As another school year approaches, teachers are scrambling to set up classrooms, make photocopies of syllabi, attend mandatory meetings, and prepare their curriculum. Amid the back-to-school frenzy, it is easy to focus on the minutia and lose sight of our “summer resolutions.” I know a lot of teachers who spend the summer reading, reflecting, and refocusing, but it is hard to take those resolutions we make in summer and put them into practice during the chaos of first few weeks of school. However, the first few weeks of school present the perfect opportunity to create the classroom we imagined while on summer break and to set ourselves and our students up for a successful year.
As I work with teachers, I encourage them to prioritize the following so they can take their summer resolutions and make them a reality.
#1 Articulate Your WHY and Revisit It Daily
The summer break gives us time to recharge and re-evaluate why we do this challenging work. We can see beyond the daily challenges associated with teaching and remember why we chose to pursue a career in education.
- What is our purpose?
- What drives us?
- What are we passionate about?
- What do we hope to achieve?
The beginning of the school year is a time of renewed energy and excitement, which makes it the perfect time to articulate our WHY. Once you have articulated your why, capture it! Make a visual reminder of why you teach and post it somewhere in your classroom where you can see it each morning. Reread your why statement each morning before students flood into your classroom. This daily reminder of why you teach will help you stay focused on your purpose at the start of each day. Start the New Year by Articulating Your WHY
#2 Build a Learning Community Both On and Offline
It is tempting to dive right into the curriculum given how much we have to cover in a year. I remind the teachers I coach that students will only lean into learning if they feel comfortable and safe in our classrooms. It is critical that we proactively develop a learning community in our physical and online spaces.
First, we must learn our students’ names as soon as possible. I realize this is a challenging task for secondary teachers with 150+ students, but it makes students feel valued when we use their names. Last year, I shared my Time to Take a Selfie Icebreaker strategy that can help teachers put names to faces more quickly.

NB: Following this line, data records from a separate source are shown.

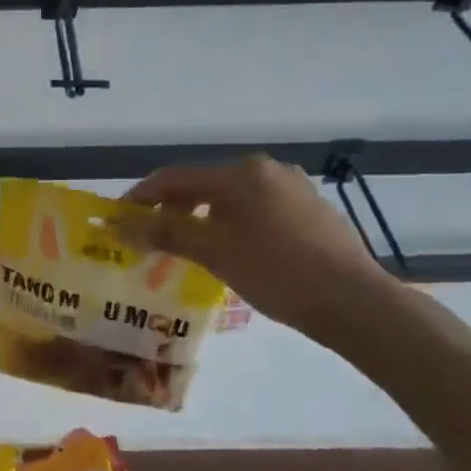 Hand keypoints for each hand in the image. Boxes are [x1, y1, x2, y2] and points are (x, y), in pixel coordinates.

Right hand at [112, 155, 399, 338]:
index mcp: (239, 173)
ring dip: (201, 218)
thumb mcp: (213, 252)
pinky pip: (255, 209)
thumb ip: (165, 232)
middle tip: (150, 239)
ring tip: (186, 248)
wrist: (353, 300)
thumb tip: (119, 224)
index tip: (117, 220)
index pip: (173, 178)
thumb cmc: (276, 272)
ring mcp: (292, 187)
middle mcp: (265, 169)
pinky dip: (231, 224)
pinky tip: (230, 250)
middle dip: (171, 210)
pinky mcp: (309, 208)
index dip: (140, 198)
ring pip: (229, 198)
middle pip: (202, 185)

Second, icebreakers and community building activities are critical to helping students develop their social presence in the classroom and online. Teachers who want to explore strategies for building community can check out the following blog posts and articles.
- Plan Epic Icebreakers to Build Community
- Scavenger Hunt: Get Kids Talking on the 1st Day of School
- Build an Online Community to Complement Your in Class Community
- Don’t Waste the First Week
#3 Onboard Students to Class Routines and Technology Tools
Teachers who are using blended learning models and technology tools with students must onboard, onboard, onboard! We cannot expect students to know how to navigate new instructional models or technology tools. We must dedicate class time to teach students how to move around the room, where supplies are located and how to care for them, what the expectation is for their behavior on and offline, and how to use technology tools and online resources effectively.
Onboarding students to classroom routines, new instructional models, and technology tools can be a time-consuming process, but it pays dividends. If students learn how to navigate different types of lessons (e.g., whole group rotation, station rotation, flipped learning, individual rotation with hyperdocs or playlists) in the first six weeks of the school year, teachers can select the best lesson design for the learning objectives and feel confident that students can navigate that lesson. Blended Learning: 8 Respectful Routines
#4 Teach Students to How to Think About Their Learning
The teacher cannot be the only person in the classroom thinking about student learning. We must teach students how to set goals, monitor and track their progress, and reflect on their learning. We must explicitly teach these skills and give students time in class to practice them.
Starting the year with routines designed to encourage students to develop their metacognitive skills can yield deeper learning all year long. It also sends a clear signal to students that they must be actively engaged in the learning happening in the classroom. 4 Strategies Designed to Drive Metacognitive Thinking
#5 Strive for Balance
It’s easy to get swept up in the current of a new school year and revert to old habits. As you begin a new school year, you have the opportunity to think about what you are doing and why you are doing it.
- What are you assigning and why? What is the learning objective or value of each assignment?
- What are you spending time providing feedback on? Are students using your feedback to improve the quality of their work?
- What are you grading and why? Do your grades evaluate knowledge, skills, compliance? Do you feel the time you invest in grading results in improved learning outcomes for students?
- What do you spend class time talking about? Is this information that students could get another way or discover for themselves?
- How much work are you sending home with students? Is this work they can do successfully on their own? Is this work more valuable than allowing students to relax and recharge before another day of school?
- What do you spend your time outside of class working on? Is this work draining or energizing? If it is draining, are there other ways to approach this work?
In general, I think teachers do too much. Many of the teachers I work with do the lion’s share of the work in the classroom. Over time, this causes many of us to feel tired and frustrated. If we begin the year by evaluating what we do and why, we can eliminate some of the work we do that does not improve learning for students. In other cases, we may find ways to engage students in sharing the load and use technology to be more effective and efficient.